*What you need to do*.
The answer must consist of the entries, copied exactly and in full.

*Extracted material*.
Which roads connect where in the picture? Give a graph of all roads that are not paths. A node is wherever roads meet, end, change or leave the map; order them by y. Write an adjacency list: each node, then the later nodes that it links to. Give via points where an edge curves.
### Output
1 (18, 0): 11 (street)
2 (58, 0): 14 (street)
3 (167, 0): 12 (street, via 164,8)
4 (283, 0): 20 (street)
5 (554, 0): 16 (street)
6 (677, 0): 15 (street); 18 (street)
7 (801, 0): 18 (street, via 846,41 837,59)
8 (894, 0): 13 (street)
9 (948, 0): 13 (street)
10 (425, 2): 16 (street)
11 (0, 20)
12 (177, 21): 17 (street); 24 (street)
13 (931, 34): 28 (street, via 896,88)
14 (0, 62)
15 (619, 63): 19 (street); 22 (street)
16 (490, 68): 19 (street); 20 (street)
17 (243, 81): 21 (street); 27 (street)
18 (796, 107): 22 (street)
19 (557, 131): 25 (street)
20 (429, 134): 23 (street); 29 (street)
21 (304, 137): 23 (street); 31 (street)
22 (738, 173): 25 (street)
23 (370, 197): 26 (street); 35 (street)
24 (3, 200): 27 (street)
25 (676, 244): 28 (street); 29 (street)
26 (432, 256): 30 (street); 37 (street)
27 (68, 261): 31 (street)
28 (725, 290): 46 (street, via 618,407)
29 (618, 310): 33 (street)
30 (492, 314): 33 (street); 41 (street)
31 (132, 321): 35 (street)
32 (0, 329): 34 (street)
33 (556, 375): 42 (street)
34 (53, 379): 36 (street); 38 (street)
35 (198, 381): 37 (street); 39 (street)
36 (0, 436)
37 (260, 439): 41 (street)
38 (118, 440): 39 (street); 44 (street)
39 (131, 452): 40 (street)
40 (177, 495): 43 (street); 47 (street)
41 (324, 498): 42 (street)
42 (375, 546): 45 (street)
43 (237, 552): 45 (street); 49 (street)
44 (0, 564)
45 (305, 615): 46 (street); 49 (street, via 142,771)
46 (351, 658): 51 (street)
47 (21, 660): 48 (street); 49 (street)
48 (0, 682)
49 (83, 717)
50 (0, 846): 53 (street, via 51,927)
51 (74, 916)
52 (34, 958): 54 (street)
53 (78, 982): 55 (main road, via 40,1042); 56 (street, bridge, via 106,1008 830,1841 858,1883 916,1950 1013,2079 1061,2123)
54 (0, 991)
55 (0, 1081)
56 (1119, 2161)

*Result of the exercise*.
Which roads connect where in the picture? Give a graph of all roads that are not paths. A node is wherever roads meet, end, change or leave the map; order them by y. Write an adjacency list: each node, then the later nodes that it links to. Give via points where an edge curves.
### Output
1 (18, 0): 11 (street)
2 (58, 0): 14 (street)
3 (167, 0): 12 (street, via 164,8)
4 (283, 0): 20 (street)
5 (554, 0): 16 (street)
6 (677, 0): 15 (street); 18 (street)
7 (801, 0): 18 (street, via 846,41 837,59)
8 (894, 0): 13 (street)
9 (948, 0): 13 (street)
10 (425, 2): 16 (street)
11 (0, 20)
12 (177, 21): 17 (street); 24 (street)
13 (931, 34): 28 (street, via 896,88)
14 (0, 62)
15 (619, 63): 19 (street); 22 (street)
16 (490, 68): 19 (street); 20 (street)
17 (243, 81): 21 (street); 27 (street)
18 (796, 107): 22 (street)
19 (557, 131): 25 (street)
20 (429, 134): 23 (street); 29 (street)
21 (304, 137): 23 (street); 31 (street)
22 (738, 173): 25 (street)
23 (370, 197): 26 (street); 35 (street)
24 (3, 200): 27 (street)
25 (676, 244): 28 (street); 29 (street)
26 (432, 256): 30 (street); 37 (street)
27 (68, 261): 31 (street)
28 (725, 290): 46 (street, via 618,407)
29 (618, 310): 33 (street)
30 (492, 314): 33 (street); 41 (street)
31 (132, 321): 35 (street)
32 (0, 329): 34 (street)
33 (556, 375): 42 (street)
34 (53, 379): 36 (street); 38 (street)
35 (198, 381): 37 (street); 39 (street)
36 (0, 436)
37 (260, 439): 41 (street)
38 (118, 440): 39 (street); 44 (street)
39 (131, 452): 40 (street)
40 (177, 495): 43 (street); 47 (street)
41 (324, 498): 42 (street)
42 (375, 546): 45 (street)
43 (237, 552): 45 (street); 49 (street)
44 (0, 564)
45 (305, 615): 46 (street); 49 (street, via 142,771)
46 (351, 658): 51 (street)
47 (21, 660): 48 (street); 49 (street)
48 (0, 682)
49 (83, 717)
50 (0, 846): 53 (street, via 51,927)
51 (74, 916)
52 (34, 958): 54 (street)
53 (78, 982): 55 (main road, via 40,1042); 56 (street, bridge, via 106,1008 830,1841 858,1883 916,1950 1013,2079 1061,2123)
54 (0, 991)
55 (0, 1081)
56 (1119, 2161)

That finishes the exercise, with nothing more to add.